■ Try it: Return, without pictures, the lines from the start of the data through the one that contains "thumb ip: (353, 526)".

Named joint coordinates
◇ ◇ ◇ ◇ ◇
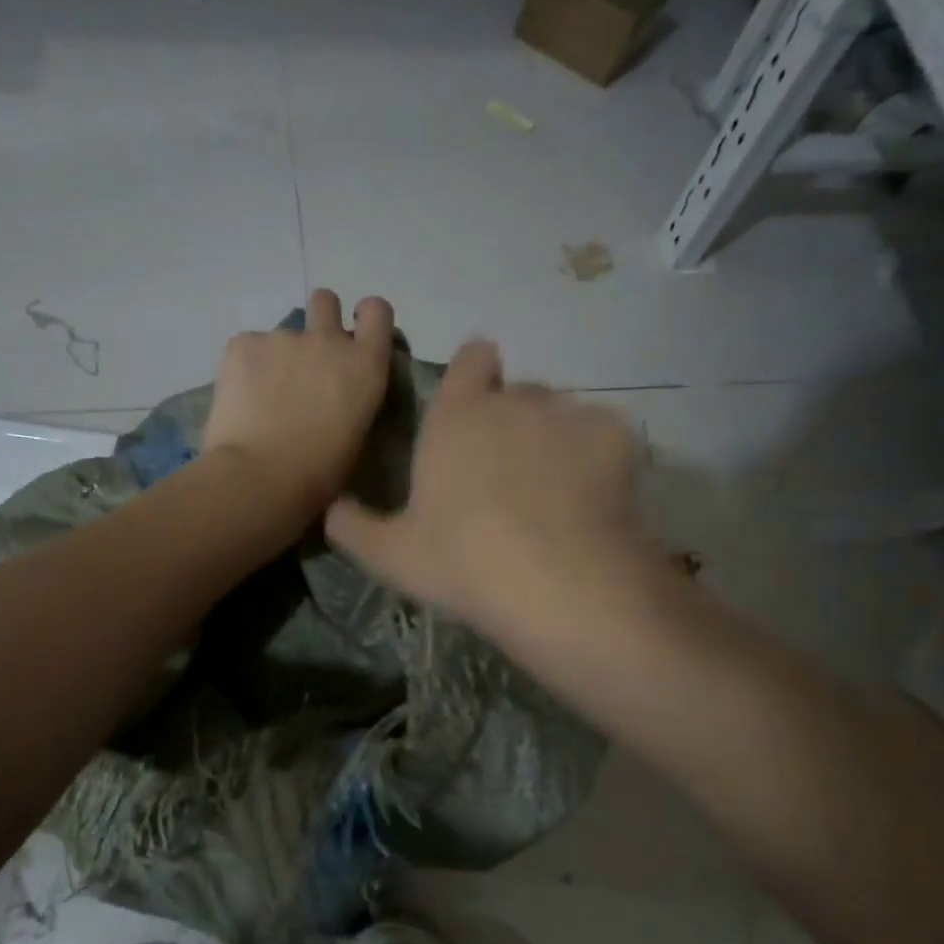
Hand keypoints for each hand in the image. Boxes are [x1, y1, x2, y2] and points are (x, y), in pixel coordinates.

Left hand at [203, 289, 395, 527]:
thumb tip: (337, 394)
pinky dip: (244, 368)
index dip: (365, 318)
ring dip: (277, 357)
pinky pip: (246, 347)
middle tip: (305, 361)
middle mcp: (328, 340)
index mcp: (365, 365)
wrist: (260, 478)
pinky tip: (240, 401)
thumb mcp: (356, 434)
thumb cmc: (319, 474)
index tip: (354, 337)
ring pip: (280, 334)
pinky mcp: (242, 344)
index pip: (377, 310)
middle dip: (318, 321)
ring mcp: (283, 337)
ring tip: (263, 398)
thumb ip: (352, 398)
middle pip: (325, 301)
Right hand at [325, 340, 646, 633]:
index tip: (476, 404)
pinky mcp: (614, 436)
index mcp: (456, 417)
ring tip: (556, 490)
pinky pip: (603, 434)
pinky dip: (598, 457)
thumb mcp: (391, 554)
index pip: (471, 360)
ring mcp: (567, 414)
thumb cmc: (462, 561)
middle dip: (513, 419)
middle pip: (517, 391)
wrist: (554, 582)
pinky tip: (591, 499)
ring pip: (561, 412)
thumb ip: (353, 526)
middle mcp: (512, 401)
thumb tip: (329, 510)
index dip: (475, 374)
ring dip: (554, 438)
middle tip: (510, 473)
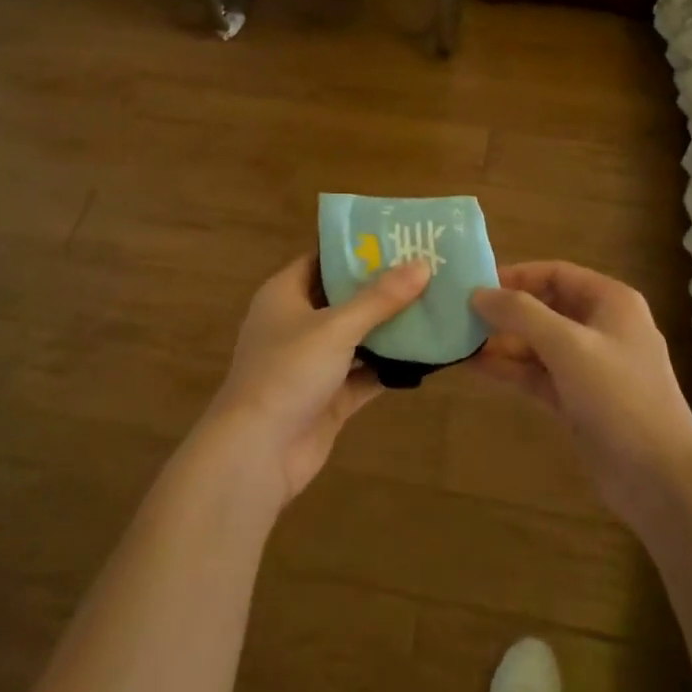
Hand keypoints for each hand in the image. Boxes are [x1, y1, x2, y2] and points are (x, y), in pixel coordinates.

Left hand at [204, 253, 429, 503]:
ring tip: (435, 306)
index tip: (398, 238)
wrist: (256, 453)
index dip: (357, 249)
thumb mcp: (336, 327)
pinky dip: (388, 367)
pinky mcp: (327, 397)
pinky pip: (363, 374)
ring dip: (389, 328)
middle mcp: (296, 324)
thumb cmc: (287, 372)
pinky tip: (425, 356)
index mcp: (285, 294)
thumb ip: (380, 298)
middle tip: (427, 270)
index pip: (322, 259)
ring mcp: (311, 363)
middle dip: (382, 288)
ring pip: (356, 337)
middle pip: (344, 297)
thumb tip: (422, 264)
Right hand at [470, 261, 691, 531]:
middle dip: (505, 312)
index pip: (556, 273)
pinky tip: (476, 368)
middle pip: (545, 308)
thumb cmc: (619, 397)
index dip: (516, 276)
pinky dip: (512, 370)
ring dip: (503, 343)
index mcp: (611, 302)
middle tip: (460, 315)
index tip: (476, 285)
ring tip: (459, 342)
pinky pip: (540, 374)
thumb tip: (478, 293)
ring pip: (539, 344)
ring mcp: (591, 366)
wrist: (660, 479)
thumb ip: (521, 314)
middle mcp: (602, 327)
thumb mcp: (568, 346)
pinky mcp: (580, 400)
◇ ◇ ◇ ◇ ◇
■ Reply to the task:
Hand keypoints for each hand in the image. Boxes are [x1, y1, x2, y2] and points are (x, y), in pixel coordinates.

Left hand at [203, 289, 395, 527]:
thumb tip: (337, 394)
pinky dip: (244, 368)
index dip: (365, 318)
ring dip: (277, 357)
pinky pip: (246, 347)
middle tip: (305, 361)
middle mcp: (328, 340)
index mcp: (365, 365)
wrist: (260, 478)
pinky tip: (240, 401)
thumb mcp: (356, 434)
thumb cmc: (319, 474)
index tip: (354, 337)
ring pip: (280, 334)
pinky mcp: (242, 344)
index pip: (377, 310)
middle dip: (318, 321)
ring mcp: (283, 337)
ring tip: (263, 398)
thumb ip: (352, 398)
middle pip: (325, 301)
Right hand at [325, 340, 646, 633]:
index tip: (476, 404)
pinky mcp: (614, 436)
index mcp: (456, 417)
ring tip: (556, 490)
pinky pip: (603, 434)
pinky dip: (598, 457)
thumb mcp: (391, 554)
index pip: (471, 360)
ring mcp: (567, 414)
thumb cmc: (462, 561)
middle dip: (513, 419)
middle pip: (517, 391)
wrist: (554, 582)
pinky tip: (591, 499)
ring pip: (561, 412)
thumb ip: (353, 526)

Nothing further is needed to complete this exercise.